Reconstruction and Identification of Hadronic Decays of Tau Leptons in ATLAS

Hadronically decaying tau leptons are of prime importance in numerous physics analyses in ATLAS. The spectrum of the possible applications of hadronically decaying tau leptons reaches from Standard Model measurements, including Higgs searches, to searches for physics beyond the Standard Model. Tau leptons are nowadays at the forefront of searches for new physics in high energy physics, especially after the, recently found, strong evidence for the decay of the Standard Model Higgs boson to pairs of tau leptons by the ATLAS and CMS collaborations.
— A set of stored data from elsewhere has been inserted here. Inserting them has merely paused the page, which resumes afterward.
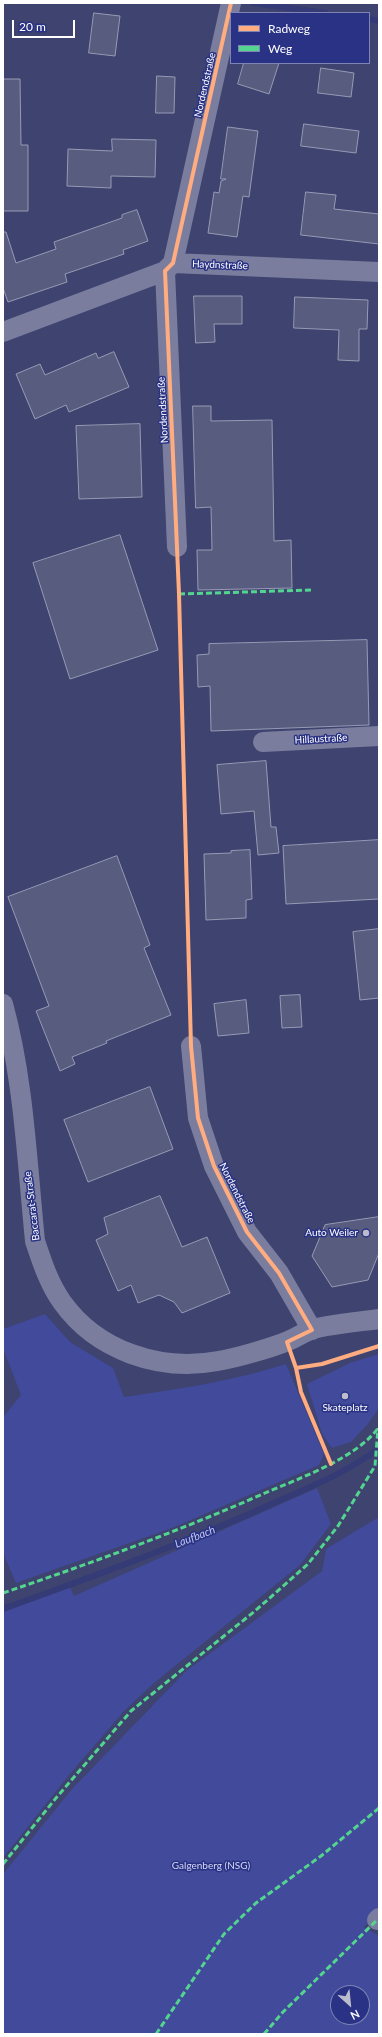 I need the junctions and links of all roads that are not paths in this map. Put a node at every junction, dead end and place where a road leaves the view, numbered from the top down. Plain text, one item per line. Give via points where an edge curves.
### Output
1 (231, 3) edge
2 (169, 267) junction
3 (379, 272) edge
4 (3, 332) edge
5 (177, 547) dead end
6 (379, 736) edge
7 (263, 742) dead end
8 (3, 1004) edge
9 (192, 1046) dead end
10 (379, 1319) edge
11 (312, 1330) junction

1 - 2 street, Nordendstraße
2 - 3 street, Haydnstraße
2 - 4 street, Haydnstraße
2 - 5 street, Nordendstraße
6 - 7 street, Hillaustraße
8 - 11 street, Baccarat-Straße via 18,1073 35,1241 52,1284 75,1318 94,1335 117,1349 158,1362 186,1365 219,1361 287,1342
9 - 11 street, Nordendstraße via 198,1118 214,1166 247,1232 279,1273
10 - 11 street, Baccarat-Straße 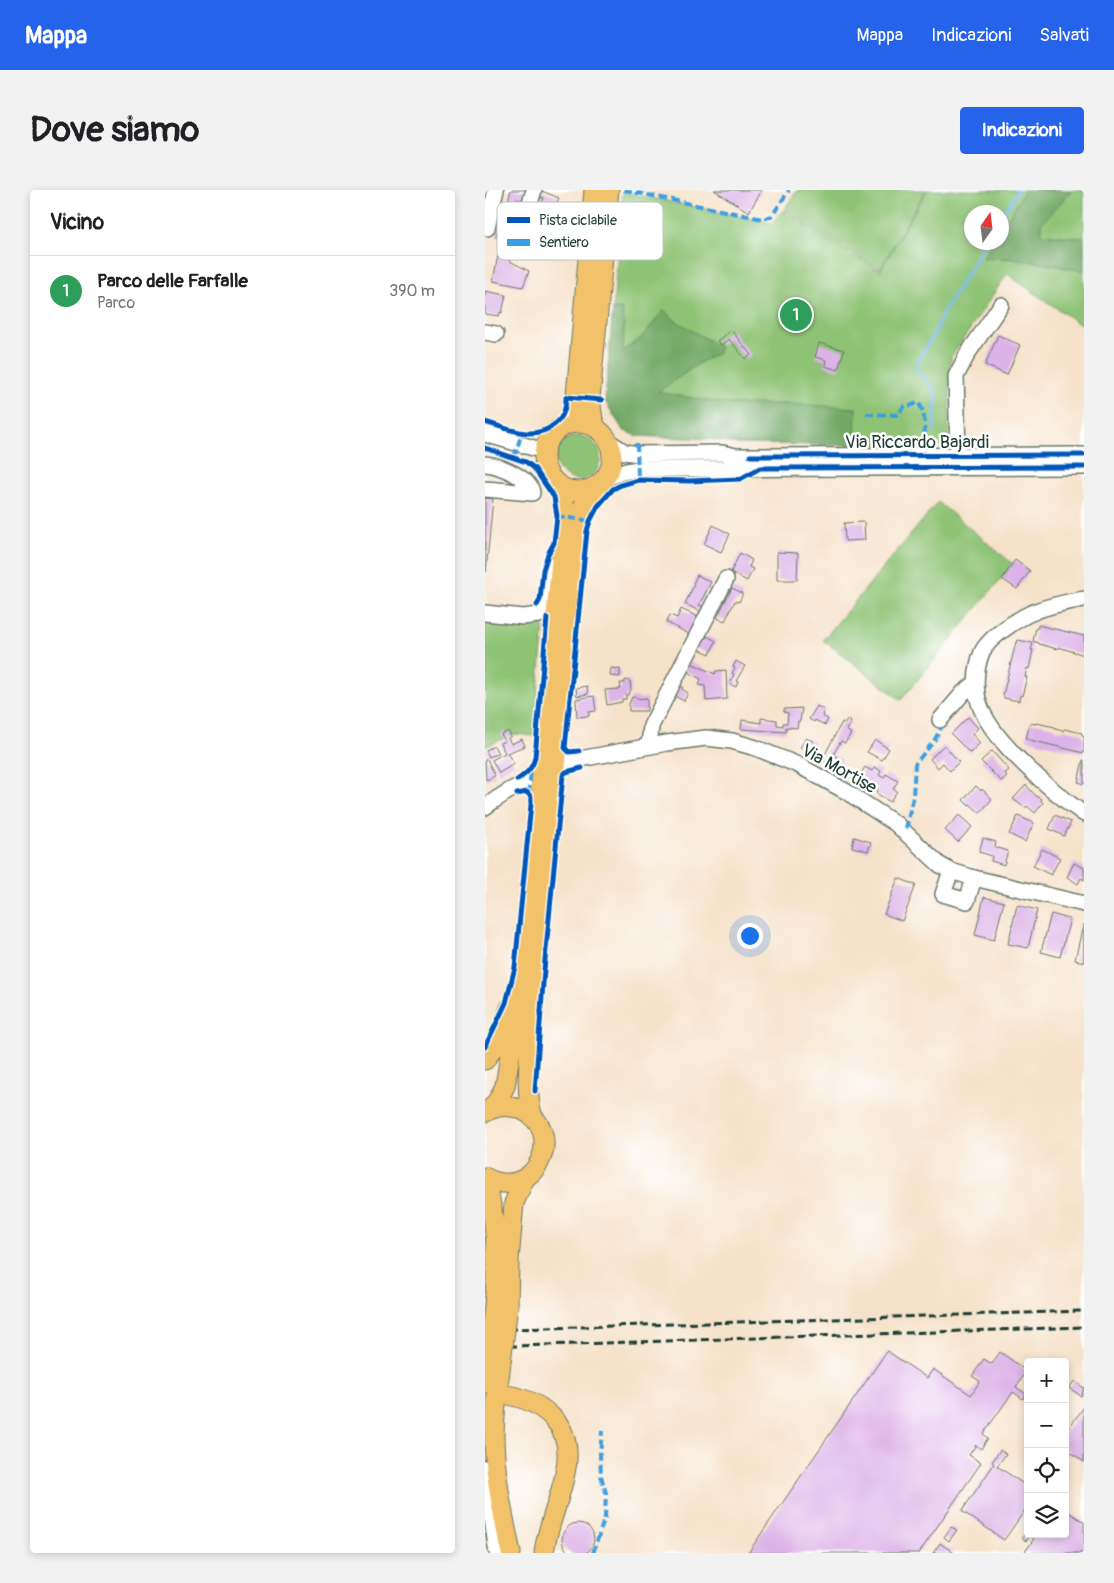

This particular decay mode can provide a direct measurement of the coupling of the Higgs boson to fermions, henceforth testing an important prediction of the theory manifesting that fermions acquire their mass through the Higgs mechanism. Consequently, the reconstruction and identification algorithms of hadronically-decaying tau leptons, have to be continuously estimated (or adjusted) and improved to account for the most up-to-date running conditions and to succeed at overcoming the unprecedented experimental challenges faced by the LHC running at higher than ever energies and luminosities. The basic principles behind the sophisticated tau reconstruction and identification techniques, which are specifically designed to identify hadronically-decaying taus and reject various background processes, are delineated (or described). Special emphasis is placed on the 2012 LHC data-taking period, for which the tau reconstruction and identification schemes have been specifically re-optimized for the high number of simultaneous collisions per proton-proton bunch crossing (pile-up). The resulting performance of the identification algorithms is presented, exhibiting efficiencies which are independent of pile-up. Estimates of the signal efficiency and background rejection based on studies of simulations and data-driven methods are provided. Finally, novel developments are presented, geared towards the next LHC run, which exploit the tau substructure to provide higher identification efficiencies and more accurate four-momentum resolutions.